[RECORDS SUPPLIED — start]
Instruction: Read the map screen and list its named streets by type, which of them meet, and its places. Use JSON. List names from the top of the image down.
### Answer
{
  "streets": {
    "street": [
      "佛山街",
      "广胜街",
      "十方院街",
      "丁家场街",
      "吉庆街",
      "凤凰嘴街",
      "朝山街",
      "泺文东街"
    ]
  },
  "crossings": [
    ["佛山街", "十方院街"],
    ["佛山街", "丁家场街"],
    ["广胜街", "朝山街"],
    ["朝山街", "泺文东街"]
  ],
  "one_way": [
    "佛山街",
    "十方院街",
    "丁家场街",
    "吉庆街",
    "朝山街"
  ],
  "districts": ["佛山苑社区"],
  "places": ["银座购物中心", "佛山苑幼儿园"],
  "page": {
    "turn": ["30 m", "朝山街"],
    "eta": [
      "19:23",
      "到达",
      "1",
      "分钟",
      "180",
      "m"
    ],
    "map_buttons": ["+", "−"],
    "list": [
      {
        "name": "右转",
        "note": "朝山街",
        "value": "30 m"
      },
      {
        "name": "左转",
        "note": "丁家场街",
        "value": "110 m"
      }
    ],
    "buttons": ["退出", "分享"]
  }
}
[RECORDS SUPPLIED — finish]
Nothing may be left out. Copy each line of the listing exactly.

SOLUTION FOR THIS TASK
Instruction: Read the map screen and list its named streets by type, which of them meet, and its places. Use JSON. List names from the top of the image down.
### Answer
{
  "streets": {
    "street": [
      "佛山街",
      "广胜街",
      "十方院街",
      "丁家场街",
      "吉庆街",
      "凤凰嘴街",
      "朝山街",
      "泺文东街"
    ]
  },
  "crossings": [
    ["佛山街", "十方院街"],
    ["佛山街", "丁家场街"],
    ["广胜街", "朝山街"],
    ["朝山街", "泺文东街"]
  ],
  "one_way": [
    "佛山街",
    "十方院街",
    "丁家场街",
    "吉庆街",
    "朝山街"
  ],
  "districts": ["佛山苑社区"],
  "places": ["银座购物中心", "佛山苑幼儿园"],
  "page": {
    "turn": ["30 m", "朝山街"],
    "eta": [
      "19:23",
      "到达",
      "1",
      "分钟",
      "180",
      "m"
    ],
    "map_buttons": ["+", "−"],
    "list": [
      {
        "name": "右转",
        "note": "朝山街",
        "value": "30 m"
      },
      {
        "name": "左转",
        "note": "丁家场街",
        "value": "110 m"
      }
    ],
    "buttons": ["退出", "分享"]
  }
}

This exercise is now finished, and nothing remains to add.